Señalamientos sobre presuntas operaciones de influencia extranjera en el debate público mexicano
La presidenta Claudia Sheinbaum advirtió sobre la injerencia de actores externos en la narrativa política nacional, tras cuestionamientos sobre la actuación de comunicadores extranjeros.

La presidenta de México, Claudia Sheinbaum, abordó esta semana la creciente preocupación oficial sobre la presunta operación de actores internacionales en el entorno mediático y político del país. Durante sus declaraciones matutinas, la mandataria sostuvo que existen indicios de una estrategia coordinada desde el exterior para influir en la agenda pública nacional a través de comunicadores y analistas que, según el análisis del Ejecutivo federal, buscan desestabilizar la percepción ciudadana sobre las políticas gubernamentales.
El tema cobró relevancia tras la circulación de señalamientos que involucran a figuras del ámbito mediático internacional, a quienes se les ha vinculado con supuestos operativos de desinformación.

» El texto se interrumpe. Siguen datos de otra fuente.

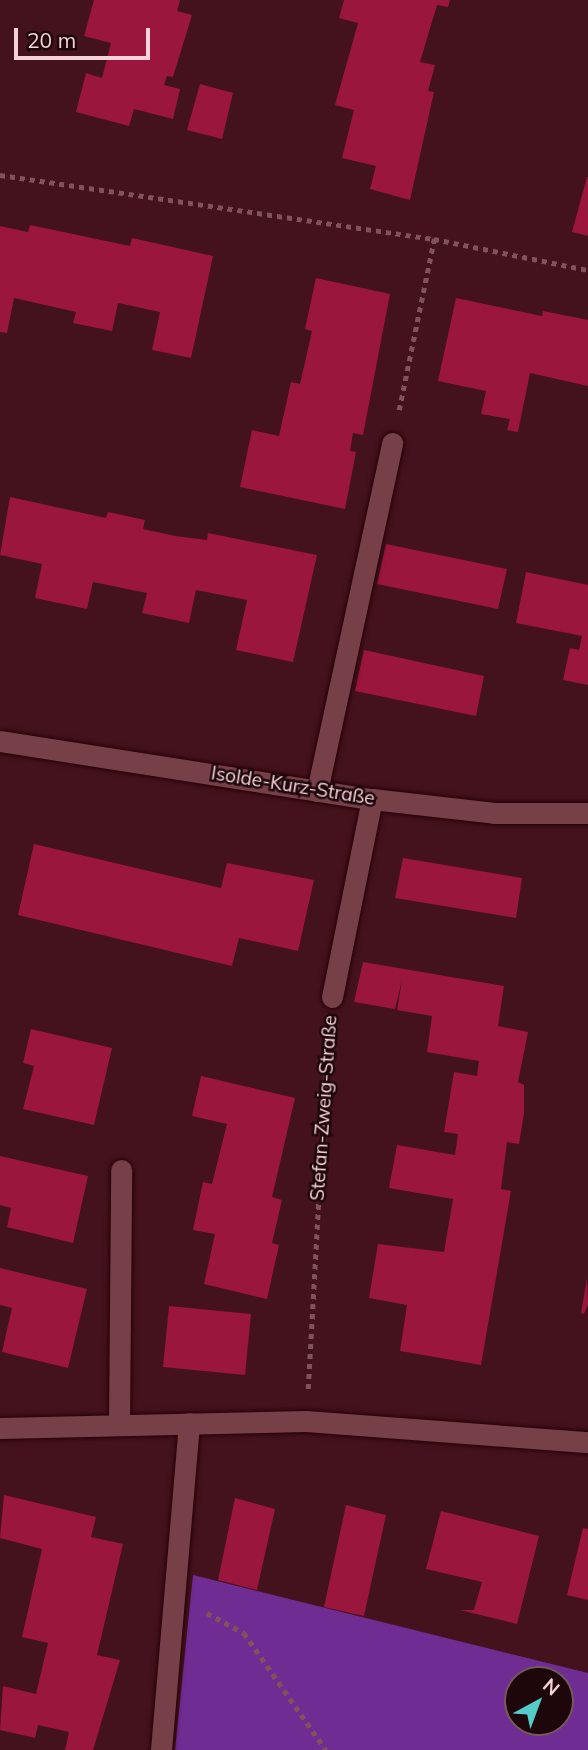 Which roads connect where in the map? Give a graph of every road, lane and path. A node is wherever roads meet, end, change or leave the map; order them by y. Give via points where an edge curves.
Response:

La titular del Ejecutivo enfatizó que, si bien el gobierno federal respeta la libertad de expresión, no permitirá que intereses extranjeros utilicen plataformas digitales y medios de comunicación para orquestar campañas de desprestigio contra las instituciones del Estado mexicano.
Desde la perspectiva del gobierno, estas acciones se enmarcan en lo que denominan como una estrategia de injerencia que busca polarizar a la sociedad mexicana. La presidenta Sheinbaum subrayó que es fundamental que la ciudadanía mantenga una postura crítica frente a contenidos que, bajo el disfraz de análisis político, promueven agendas ajenas a los intereses del país y que intentan incidir en el proceso de toma de decisiones soberanas.
La administración federal ha dejado claro que mantendrá un monitoreo constante sobre este tipo de conductas que, a juicio de las autoridades, intentan vulnerar la integridad del debate democrático. Se ha señalado que el objetivo es evitar que la desinformación, promovida desde redes de influencia foránea, afecte el clima de estabilidad que el gobierno busca preservar en la actual etapa de transición y consolidación de sus proyectos prioritarios.
Por su parte, diversas voces en el Congreso de la Unión han solicitado que se analicen los alcances de estas operaciones para determinar si existe alguna vulneración a las leyes de comunicación y soberanía nacional. El gobierno federal reiteró que la postura oficial seguirá siendo de denuncia ante cualquier intento de agentes externos por intervenir en los asuntos internos de México a través de lo que las autoridades califican como tácticas de guerra sucia mediática.